# Regularity of eigenfunctions of a self-adjoint differential operator in Gilbarg-Trudinger

Let $$\Omega$$ be a bounded smooth domain, $$Lu = D_i \left( a^{ij} (x) D_ju \right)$$, and two constants $$\lambda, \Lambda > 0$$. Suppose the coefficient $$a$$ is measurable, symmetric, and satisfies $$a^{ij} \xi_i \xi_j \ge \lambda \vert{\xi} \vert^2 \quad \text{ and} \quad \sum_{i,j}^{} \vert{a^{ij}(x)}\vert \le \Lambda^2,$$ for all $$x \in \Omega, \xi \in \mathbb{R}^n$$. However, $$a$$ can be discontinuous and not belong to any $$VMO$$ or $$BMO$$ spaces.

Let $$u \in W^{1,2}(\Omega)$$ be a weak solution of $$Lu = g$$ for $$g \in L^{q/2},~ q > n$$. Denote by $$\mathtt{data} = (\lambda,\Lambda,n,q)$$. Then Theorem 8.15 in Gilbarg-Trudinger, Elliptic Partial Differential Equations of Second Order, says that $$\Vert u \Vert_{L^{\infty}(\Omega)} \le C (\mathtt{data}) \left( \Vert u \Vert_{L^2(\Omega)} + \Vert g \Vert_{L^{q/2}(\Omega)} \right),$$ and Theorem 8.24 in the same book says that for any $$\Omega' \subset \Omega$$, $$\Vert u \Vert_{C^{\alpha} \left( \Omega' \right)} \le K (\mathtt{data}, \text{dist}(\Omega',\Omega)) \left( \Vert u \Vert_{L^2(\Omega)} + \Vert g \Vert_{L^{q/2}(\Omega)}\right).$$

On page 214, after Theorem 8.37, the authors claim that solutions $$w \in W^{1,2}_0(\Omega)$$ of the eigenvalue problem $$Lw + \sigma w = 0,$$ belong to $$L^{\infty} (\Omega) \cap C^{\alpha}(\Omega)$$, thanks to the above theorems 8.15 and 8.24.

My question: If $$2 \le n \le 4$$, then by Sobolev embedding, we have $$w \in W^{1,2}_0 \hookrightarrow L^{q/2}$$ for some $$q > n$$. Therefore, we can apply theorems 8.15 and 8.24. What about the case $$n \ge 5$$?

Any insights or references are appreciated!

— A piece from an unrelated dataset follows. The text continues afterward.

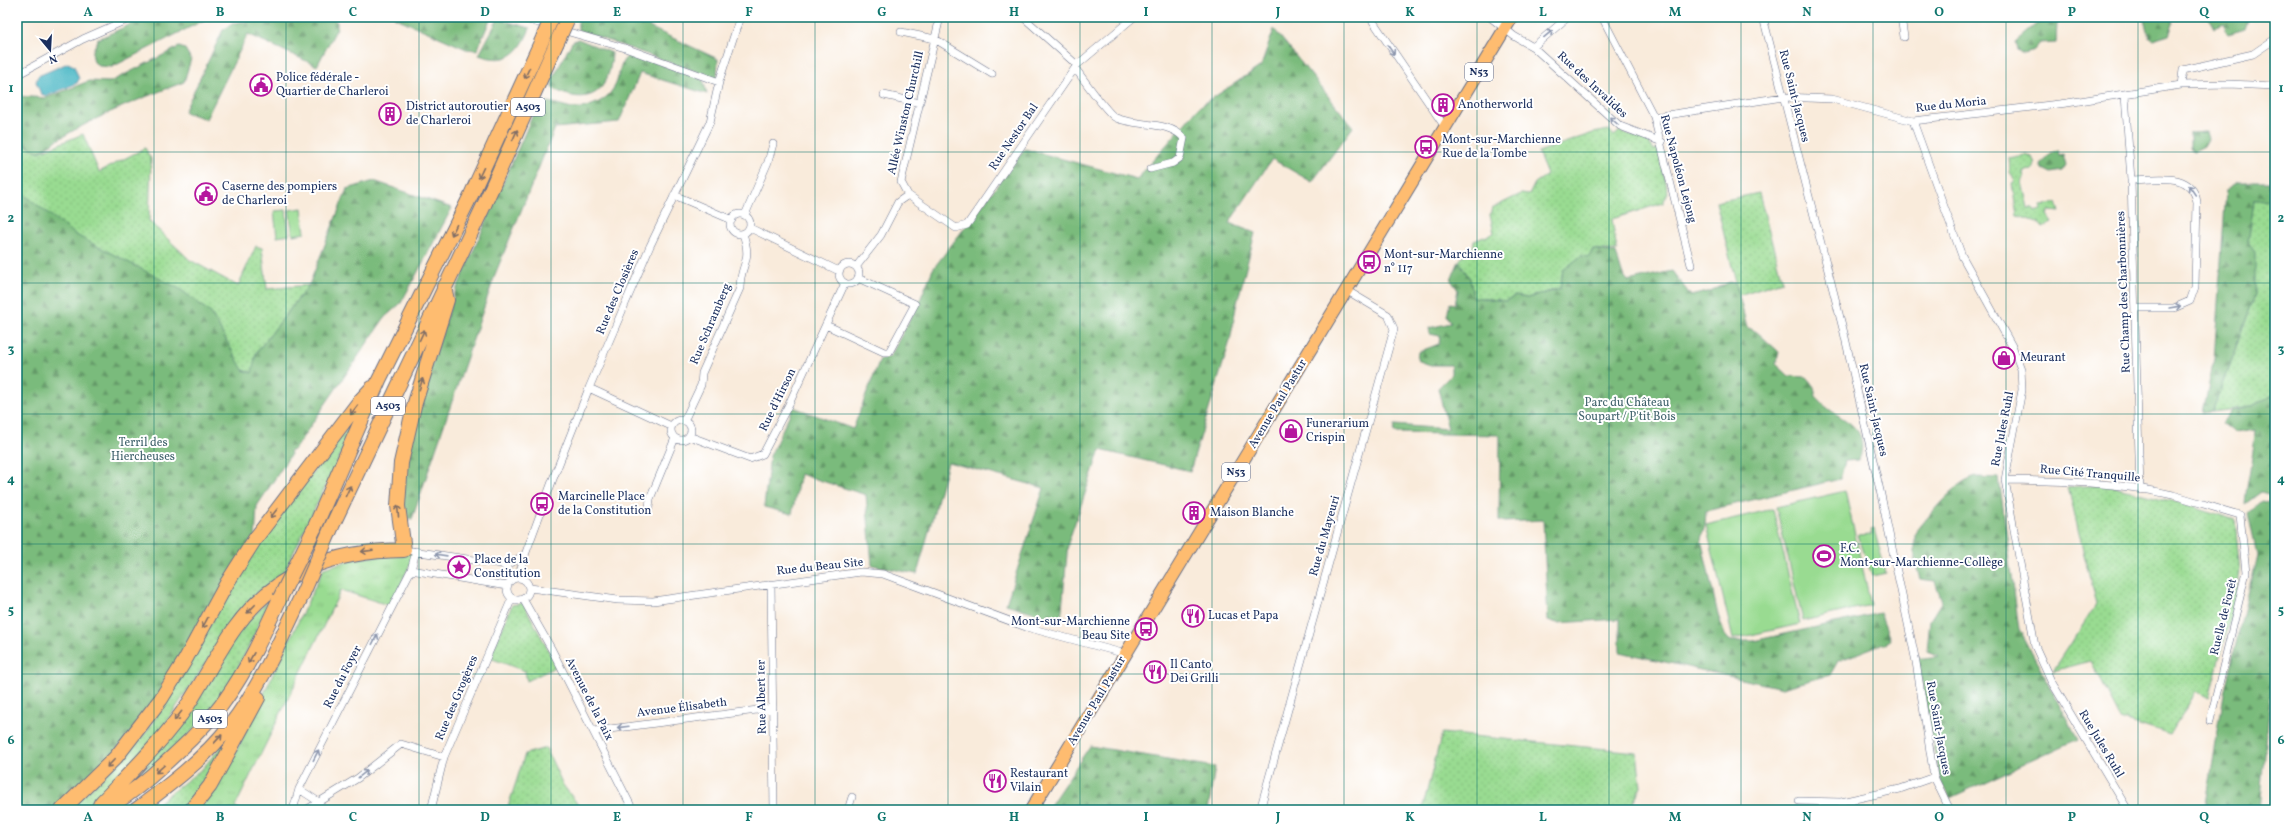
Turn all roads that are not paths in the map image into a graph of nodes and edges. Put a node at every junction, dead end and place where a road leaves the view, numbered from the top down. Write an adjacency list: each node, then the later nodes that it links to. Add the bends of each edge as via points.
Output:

Thank you.

I'm sorry I ignore the condition of $$a_{ij}$$, but there is a Moser's iteration for $$-\Delta u + V(x)u=0$$. For instance, see Struwe's Variational Methods Appendix B lemma B.3. And I think this iteration doesn't need the continuous of $$a$$.
More precisely, integral the equation $$Lu+cu=0$$ by $$u\min\{|u|^{2s}, M^2\}\in H_{0}^{1}(\Omega)$$, then we have $$\int a^{ij}u_i u_j \min\{|u|^{2s}, M^2\} +\frac{s}{2}\int _{|u|^s\leq M} a^{ij} (|u|^2)_i (|u|^2)_j|u|^{2s-2}\leq c\int |u|^2\min\{|u|^{2s},M^2\}.$$ For $$s$$ small enough such that $$u\in L^{2+2s}(\Omega)$$ we have $$\int a^{ij}u_i u_j \min\{|u|^{2s}, M^2\} \text{ is bounded uniformly with} ~M.$$ Hence let $$M\to \infty$$, we have $$\int |D|u|^{s+1}|^2<\infty,$$ which means, by Sobolev embedding, $$u\in L^{\frac{(2s+2)n}{n-2}}(\Omega)$$. By iteration, you can obtain that $$u\in L^{q}(\Omega)$$ for all $$q>1$$.